INFORMATION
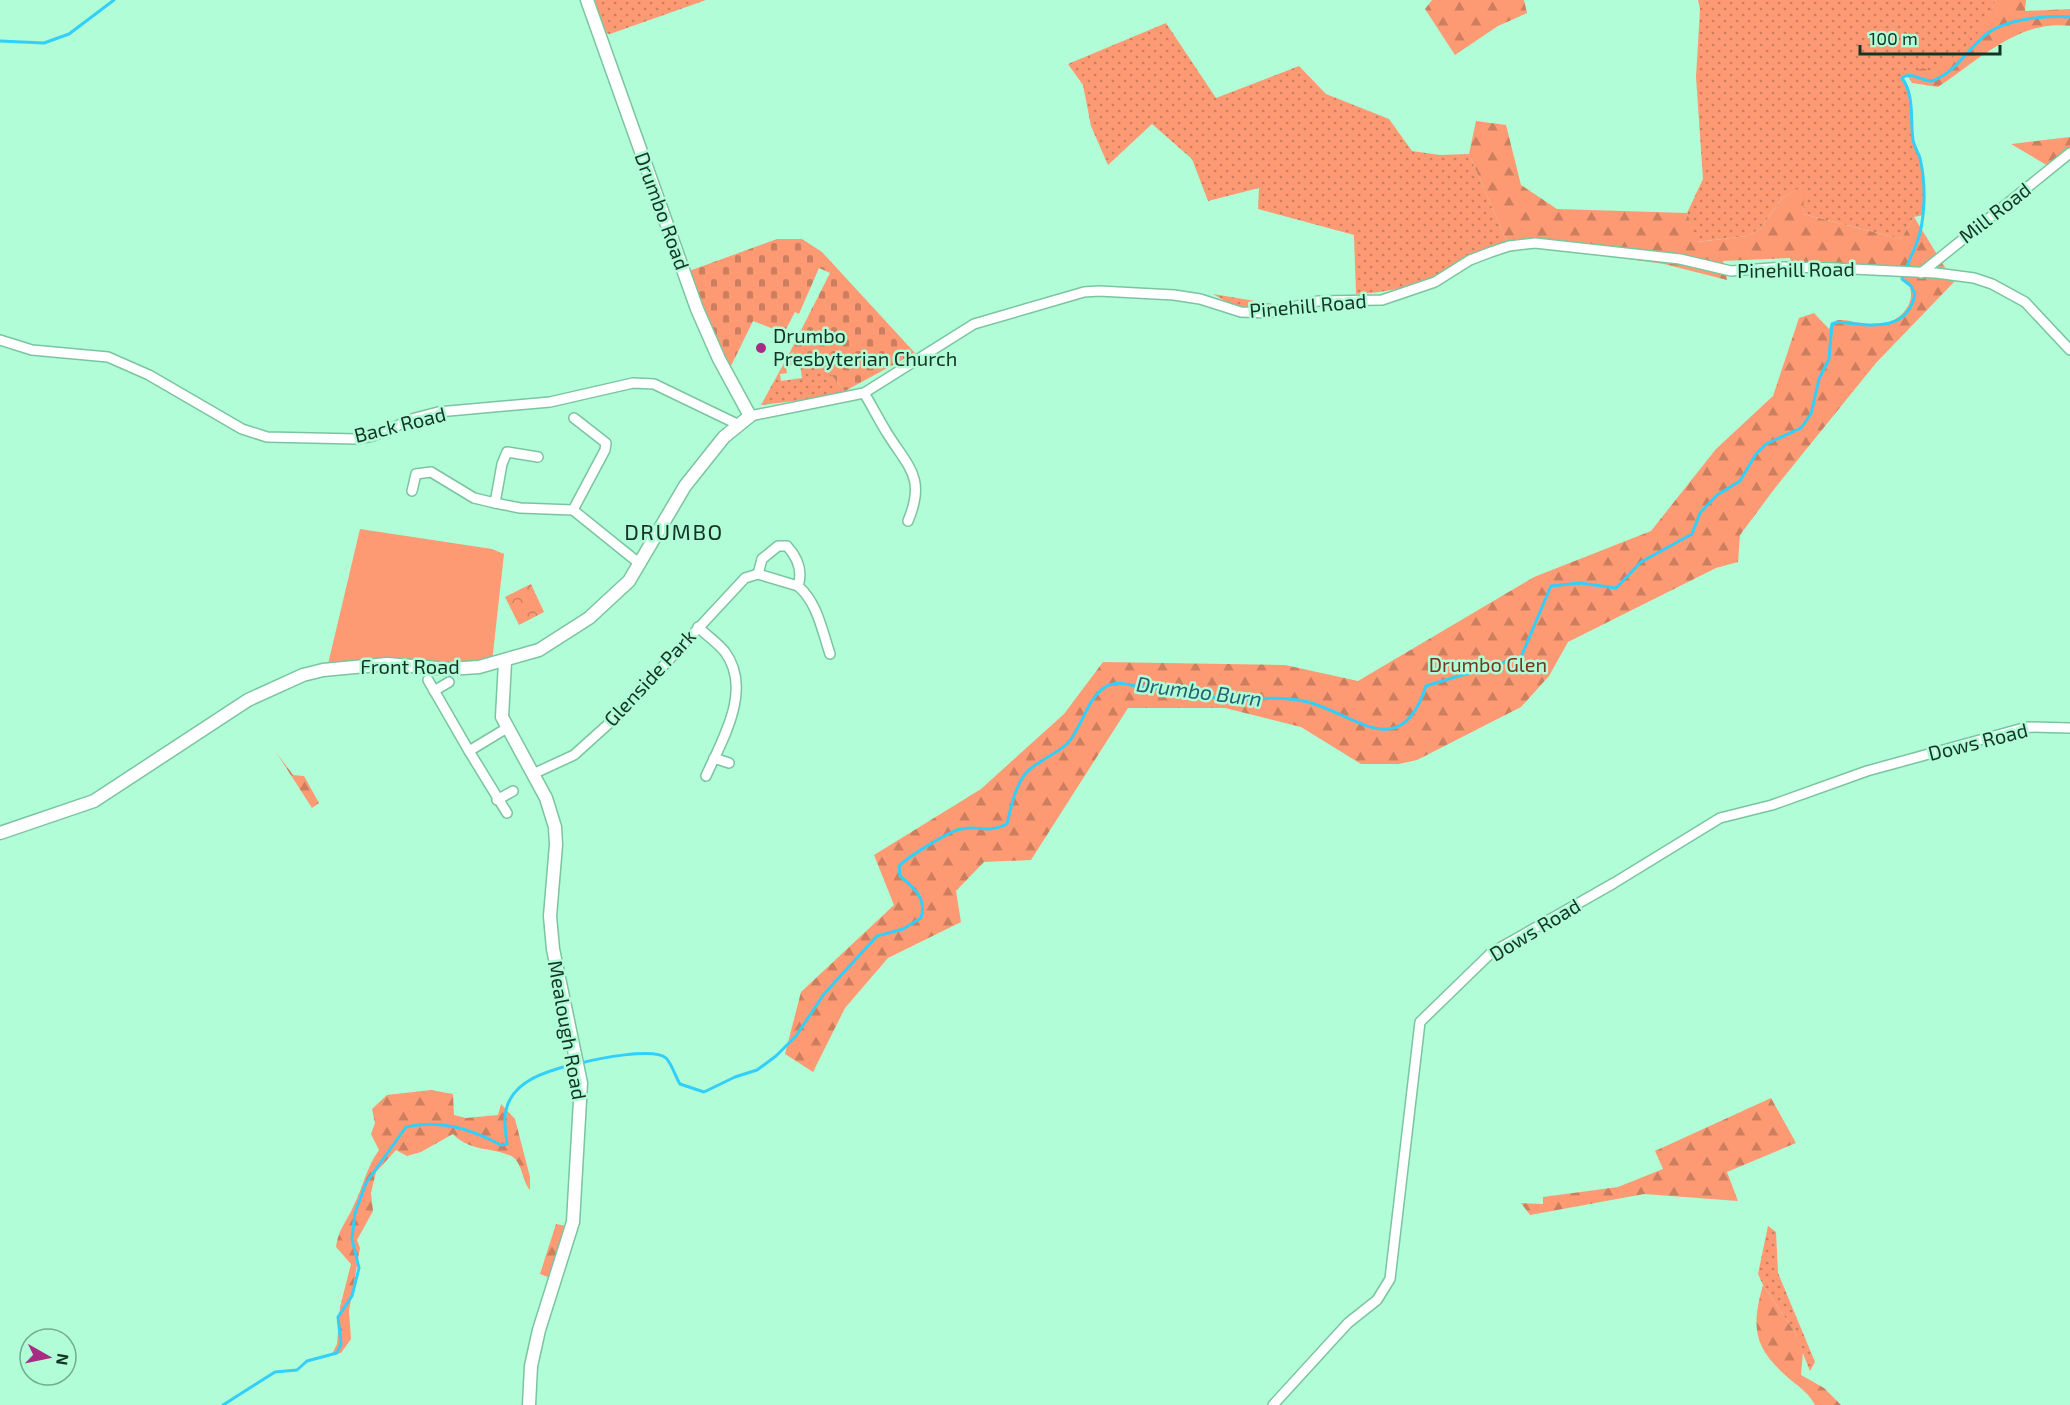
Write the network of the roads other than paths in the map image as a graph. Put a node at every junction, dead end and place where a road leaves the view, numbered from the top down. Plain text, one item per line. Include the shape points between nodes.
1 (587, 0) edge
2 (2070, 153) edge
3 (1916, 272) junction
4 (0, 340) edge
5 (2070, 350) edge
6 (864, 393) junction
7 (750, 416) junction
8 (574, 418) dead end
9 (737, 424) junction
10 (538, 457) dead end
11 (412, 491) dead end
12 (495, 503) junction
13 (573, 510) junction
14 (908, 521) dead end
15 (640, 564) junction
16 (758, 573) junction
17 (798, 586) junction
18 (698, 627) junction
19 (830, 654) dead end
20 (505, 662) junction
21 (428, 680) dead end
22 (449, 682) dead end
23 (434, 692) junction
24 (507, 728) junction
25 (2070, 728) edge
26 (469, 751) junction
27 (714, 758) junction
28 (729, 763) dead end
29 (533, 774) junction
30 (706, 776) dead end
31 (513, 791) dead end
32 (497, 800) junction
33 (507, 813) dead end
34 (0, 833) edge
35 (529, 1405) edge
36 (1273, 1405) edge

1 - 7 street, Drumbo Road via 697,309 718,359
2 - 3 street, Mill Road
3 - 5 street, Pinehill Road via 1974,278 2009,292 2025,302
3 - 6 street, Pinehill Road via 1783,267 1731,272 1680,259 1535,243 1491,252 1470,260 1436,282 1382,300 1318,301 1267,313 1240,312 1174,295 1099,291 974,324
4 - 9 street, Back Road via 32,350 108,357 149,375 242,429 267,437 357,439 426,415 550,402 633,383 654,384
6 - 7 street, Pinehill Road
6 - 14 street via 913,469 916,493
7 - 9 street, Front Road
8 - 13 street via 606,443
9 - 15 street, Front Road via 684,486
10 - 12 street via 507,452
11 - 12 street via 416,474 431,472 474,498
12 - 13 street
13 - 15 street
15 - 20 street, Front Road via 612,599 581,624 539,650
16 - 17 street
16 - 17 street, Glenside Park via 770,550 787,546 800,567
16 - 18 street, Glenside Park via 745,578
17 - 19 street, Glenside Park via 812,603
18 - 27 street via 724,650 737,682 729,726
18 - 29 street, Glenside Park via 574,755
20 - 24 street, Mealough Road via 501,703
20 - 34 street, Front Road via 449,669 373,665 303,675 248,700 94,801
21 - 23 street
22 - 23 street
23 - 26 street
24 - 26 street
24 - 29 street, Mealough Road
25 - 36 street, Dows Road via 2026,727 1877,768 1772,805 1720,818 1491,953 1420,1022 1390,1279 1377,1300 1348,1323
26 - 32 street
27 - 28 street
27 - 30 street
29 - 35 street, Mealough Road via 555,827 550,916 553,949 581,1083 573,1222 538,1330
31 - 32 street
32 - 33 street

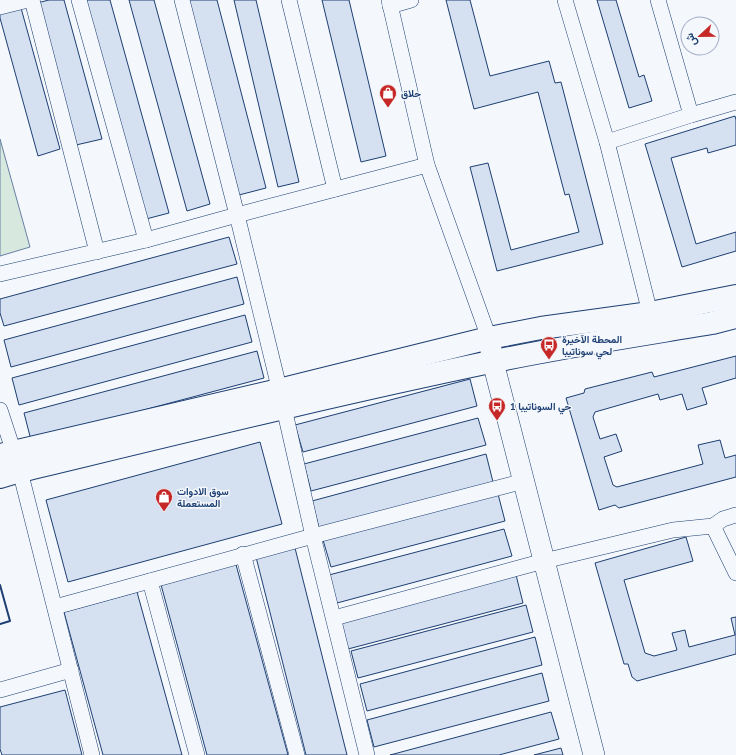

EXERCISE OBJECTIVE
Write every entry again exactly as given, skipping the pictures.

COMPLETED EXERCISE
Write the network of the roads other than paths in the map image as a graph. Put a node at every junction, dead end and place where a road leaves the view, numbered from the top down. Plain text, one item per line. Include the shape points between nodes.
1 (587, 0) edge
2 (2070, 153) edge
3 (1916, 272) junction
4 (0, 340) edge
5 (2070, 350) edge
6 (864, 393) junction
7 (750, 416) junction
8 (574, 418) dead end
9 (737, 424) junction
10 (538, 457) dead end
11 (412, 491) dead end
12 (495, 503) junction
13 (573, 510) junction
14 (908, 521) dead end
15 (640, 564) junction
16 (758, 573) junction
17 (798, 586) junction
18 (698, 627) junction
19 (830, 654) dead end
20 (505, 662) junction
21 (428, 680) dead end
22 (449, 682) dead end
23 (434, 692) junction
24 (507, 728) junction
25 (2070, 728) edge
26 (469, 751) junction
27 (714, 758) junction
28 (729, 763) dead end
29 (533, 774) junction
30 (706, 776) dead end
31 (513, 791) dead end
32 (497, 800) junction
33 (507, 813) dead end
34 (0, 833) edge
35 (529, 1405) edge
36 (1273, 1405) edge

1 - 7 street, Drumbo Road via 697,309 718,359
2 - 3 street, Mill Road
3 - 5 street, Pinehill Road via 1974,278 2009,292 2025,302
3 - 6 street, Pinehill Road via 1783,267 1731,272 1680,259 1535,243 1491,252 1470,260 1436,282 1382,300 1318,301 1267,313 1240,312 1174,295 1099,291 974,324
4 - 9 street, Back Road via 32,350 108,357 149,375 242,429 267,437 357,439 426,415 550,402 633,383 654,384
6 - 7 street, Pinehill Road
6 - 14 street via 913,469 916,493
7 - 9 street, Front Road
8 - 13 street via 606,443
9 - 15 street, Front Road via 684,486
10 - 12 street via 507,452
11 - 12 street via 416,474 431,472 474,498
12 - 13 street
13 - 15 street
15 - 20 street, Front Road via 612,599 581,624 539,650
16 - 17 street
16 - 17 street, Glenside Park via 770,550 787,546 800,567
16 - 18 street, Glenside Park via 745,578
17 - 19 street, Glenside Park via 812,603
18 - 27 street via 724,650 737,682 729,726
18 - 29 street, Glenside Park via 574,755
20 - 24 street, Mealough Road via 501,703
20 - 34 street, Front Road via 449,669 373,665 303,675 248,700 94,801
21 - 23 street
22 - 23 street
23 - 26 street
24 - 26 street
24 - 29 street, Mealough Road
25 - 36 street, Dows Road via 2026,727 1877,768 1772,805 1720,818 1491,953 1420,1022 1390,1279 1377,1300 1348,1323
26 - 32 street
27 - 28 street
27 - 30 street
29 - 35 street, Mealough Road via 555,827 550,916 553,949 581,1083 573,1222 538,1330
31 - 32 street
32 - 33 street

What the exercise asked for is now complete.